Degree Type

Dissertation

Date of Award

2011

Degree Name

Doctor of Philosophy

Department

Electrical and Computer Engineering

Major

Bioinformatics and Computational Biology

First Advisor

Srinivas Aluru

Second Advisor

Patrick Schnable

Abstract

Next generation sequencing (NGS) has revolutionized genomic data generation by enabling high-throughput parallel sequencing. This makes it possible to sequence new genomes or re-sequence individual genomes at a manifold cheaper cost and in an order of magnitude lesser time than traditional Sanger sequencing. Using NGS technologies, ambitious genomic sequencing projects target many organisms rather than a few, and large scale studies of sequence variation become feasible.

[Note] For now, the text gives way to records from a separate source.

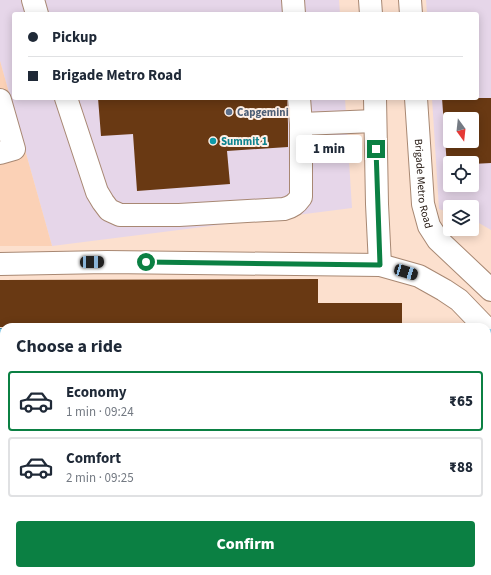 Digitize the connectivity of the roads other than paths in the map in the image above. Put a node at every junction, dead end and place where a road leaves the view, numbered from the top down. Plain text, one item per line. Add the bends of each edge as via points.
1 (33, 0) edge
2 (293, 0) edge
3 (370, 0) edge
4 (410, 0) edge
5 (36, 12) edge
6 (294, 12) edge
7 (371, 12) edge
8 (411, 12) edge
9 (0, 100) edge
10 (67, 100) edge
11 (299, 100) edge
12 (375, 100) edge
13 (416, 100) edge
14 (375, 121) junction
15 (301, 124) junction
16 (0, 153) edge
17 (0, 264) edge
18 (380, 265) junction
19 (491, 290) edge
20 (481, 323) edge

1 - 5 street
2 - 6 street
3 - 7 street
4 - 8 street
9 - 16 street via 14,149
10 - 15 street via 97,192 109,210 120,215 178,215 290,208 297,204 301,197
11 - 15 street
12 - 14 street
13 - 19 street, Brigade Metro Road via 423,204 429,226 438,240
14 - 15 street
14 - 18 street
17 - 18 street via 108,262
18 - 20 street via 419,276 444,290 459,300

Because of this revolution, the data analysis methodologies are changing, exemplified by different applications: de Bruijn or string graph based approach is replacing traditional overlap-layout-consensus paradigm in genome assembly, computational

pipelines consisting of locating and counting short reads per gene location on the reference genome are replacing microarrays in gene expression analysis, and so on.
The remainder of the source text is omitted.